As a second phase the state aims to place adults in monitored employment, mostly in factories. Government documents say the transformation of farm workers to wage labour should not only involve the acquisition of new skills, but also a thorough identity and worldview change in line with Communist Party ideology.
And a third key element of the scheme involves putting children from a young age into state-run schools, a long-term strategy aimed at weakening the cultural, religious and linguistic links between parents and the younger generation, the government documents say.
The factories and the schools are Chinese-speaking environments where the Uighur language is prohibited, they do not permit religious practice and they carry the same re-education messages as the camps. People who resist taking the offered factory jobs or sending their children to these schools would be considered suspicious, and might well end up back in a camp.
On our official tour we were brought to countless gatherings where Uighurs and other minorities in full traditional garb sang and danced their hearts out – loud proof, the government says, that minority culture is alive and kicking. Critics dismiss this as window dressing and say we are witnessing a systematic dismantling of key elements of a culture. As examples of the religious crackdown alone, they point to the flattened mosques, and the fact that long beards and veils have been banned.
Dangling the carrot of improved education, home subsidies and economic growth, while wielding the stick of a state-of-the-art surveillance state equipped with re-education camps and a harsh penal system, China hopes to build a new peaceful, prosperous and largely secular Xinjiang.

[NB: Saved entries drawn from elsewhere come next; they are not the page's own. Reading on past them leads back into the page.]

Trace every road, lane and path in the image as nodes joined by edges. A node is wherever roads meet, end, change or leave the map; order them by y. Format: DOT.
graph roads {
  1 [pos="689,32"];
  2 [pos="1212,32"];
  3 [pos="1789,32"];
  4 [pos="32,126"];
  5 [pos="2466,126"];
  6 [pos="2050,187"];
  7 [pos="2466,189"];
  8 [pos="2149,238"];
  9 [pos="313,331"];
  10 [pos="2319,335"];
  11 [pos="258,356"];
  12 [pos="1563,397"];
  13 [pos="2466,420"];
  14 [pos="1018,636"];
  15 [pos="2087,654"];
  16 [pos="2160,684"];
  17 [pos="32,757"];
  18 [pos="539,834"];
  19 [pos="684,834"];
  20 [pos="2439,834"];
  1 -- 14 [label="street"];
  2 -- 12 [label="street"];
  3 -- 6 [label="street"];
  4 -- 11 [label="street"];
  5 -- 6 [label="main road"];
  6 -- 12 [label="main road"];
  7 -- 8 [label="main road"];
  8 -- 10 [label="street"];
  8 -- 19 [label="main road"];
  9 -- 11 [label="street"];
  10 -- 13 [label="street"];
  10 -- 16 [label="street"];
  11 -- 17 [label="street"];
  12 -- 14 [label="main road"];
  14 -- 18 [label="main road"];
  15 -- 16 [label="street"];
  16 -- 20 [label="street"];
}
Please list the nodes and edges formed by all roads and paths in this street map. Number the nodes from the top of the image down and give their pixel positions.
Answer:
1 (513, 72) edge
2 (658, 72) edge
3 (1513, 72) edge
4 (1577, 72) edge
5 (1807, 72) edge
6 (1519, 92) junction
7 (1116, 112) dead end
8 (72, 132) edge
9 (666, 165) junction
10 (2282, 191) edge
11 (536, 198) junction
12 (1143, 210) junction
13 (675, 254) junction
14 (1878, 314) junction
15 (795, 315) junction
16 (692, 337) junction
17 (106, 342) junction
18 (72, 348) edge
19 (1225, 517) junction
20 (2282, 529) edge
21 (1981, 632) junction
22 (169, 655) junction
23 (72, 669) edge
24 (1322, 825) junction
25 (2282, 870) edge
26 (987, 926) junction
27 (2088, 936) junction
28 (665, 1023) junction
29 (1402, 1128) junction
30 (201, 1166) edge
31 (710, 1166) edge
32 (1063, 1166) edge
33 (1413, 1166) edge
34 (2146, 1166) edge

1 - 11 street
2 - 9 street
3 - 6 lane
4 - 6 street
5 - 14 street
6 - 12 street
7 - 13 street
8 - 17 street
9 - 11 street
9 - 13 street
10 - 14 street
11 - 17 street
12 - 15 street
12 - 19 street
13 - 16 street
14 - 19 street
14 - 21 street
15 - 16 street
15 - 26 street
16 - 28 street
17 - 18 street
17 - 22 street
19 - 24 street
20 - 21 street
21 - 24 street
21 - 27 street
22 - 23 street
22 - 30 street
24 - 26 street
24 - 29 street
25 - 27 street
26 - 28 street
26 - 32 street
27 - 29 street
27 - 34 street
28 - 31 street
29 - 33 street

That strategy could work, but considering the alienation that often shows its shaved face there has to also be a fair chance it might backfire regardless of the opponent’s might.
Could the policy ultimately turn even moderate Uighurs into extremists? The squeeze then, presumably, just gets tighter and tighter.
How tight can things go? It appears the edginess – and the overtime – will continue for some time to come.